At issue on appeal is whether the District Court properly denied defendant Bruce
Watson’s motion to suppress drug evidence seized on a bus. We will affirm.
I.
In 1998, Ronald Paret, a narcotics agent for the Pennsylvania Attorney General’s
Office, received information 1 that Bruce Watson was traveling on a Susquehana
Trailways bus to Williamsport, Pennsylvania to purchase drugs. During the bus’s
scheduled stop in Lehighton, Pennsylvania, Paret and Kirk Schwartz, a detective for the
Monroe County District Attorney’s Office, boarded the bus. Two other law enforcement
officials remained outside the bus.
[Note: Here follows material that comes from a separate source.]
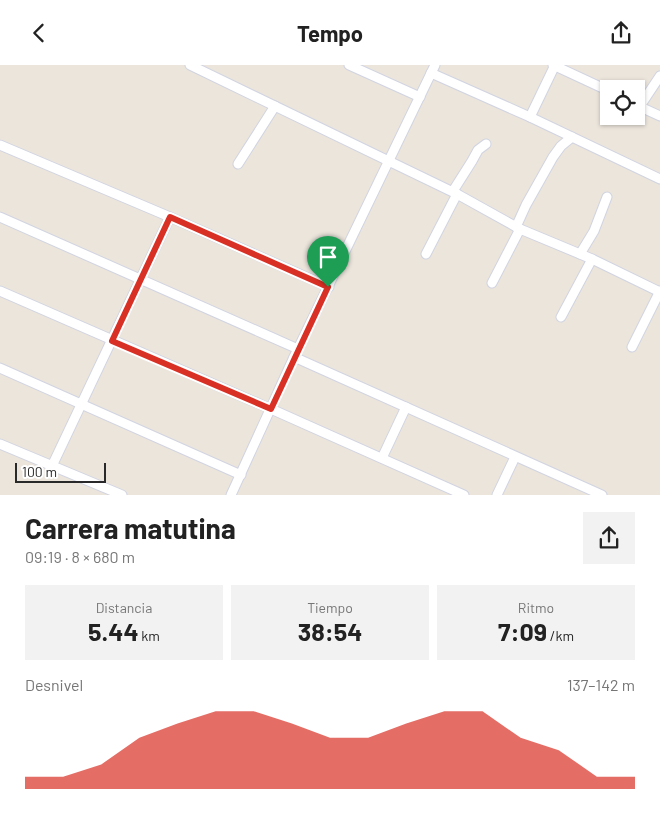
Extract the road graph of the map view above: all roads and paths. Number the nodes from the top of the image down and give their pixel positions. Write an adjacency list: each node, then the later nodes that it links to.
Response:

Paret announced over the loudspeaker to the
passengers that he and Schwartz were law enforcement officers conducting a drug
investigation and told the passengers that their “cooperation was appreciated but not
required.” Both Paret and Schwartz were dressed in plain clothes and had concealed their
weapons in “fanny packs” around their waists.
Paret and Schwartz walked to the back of the bus and checked the bathroom for
contraband. Working his way up to the front of the bus, Paret stood in the empty row of
seats in front of Watson, the passenger seated closest to the back of the bus. Schwartz
completed his search of the bathroom and stopped in the aisle slightly behind Watson.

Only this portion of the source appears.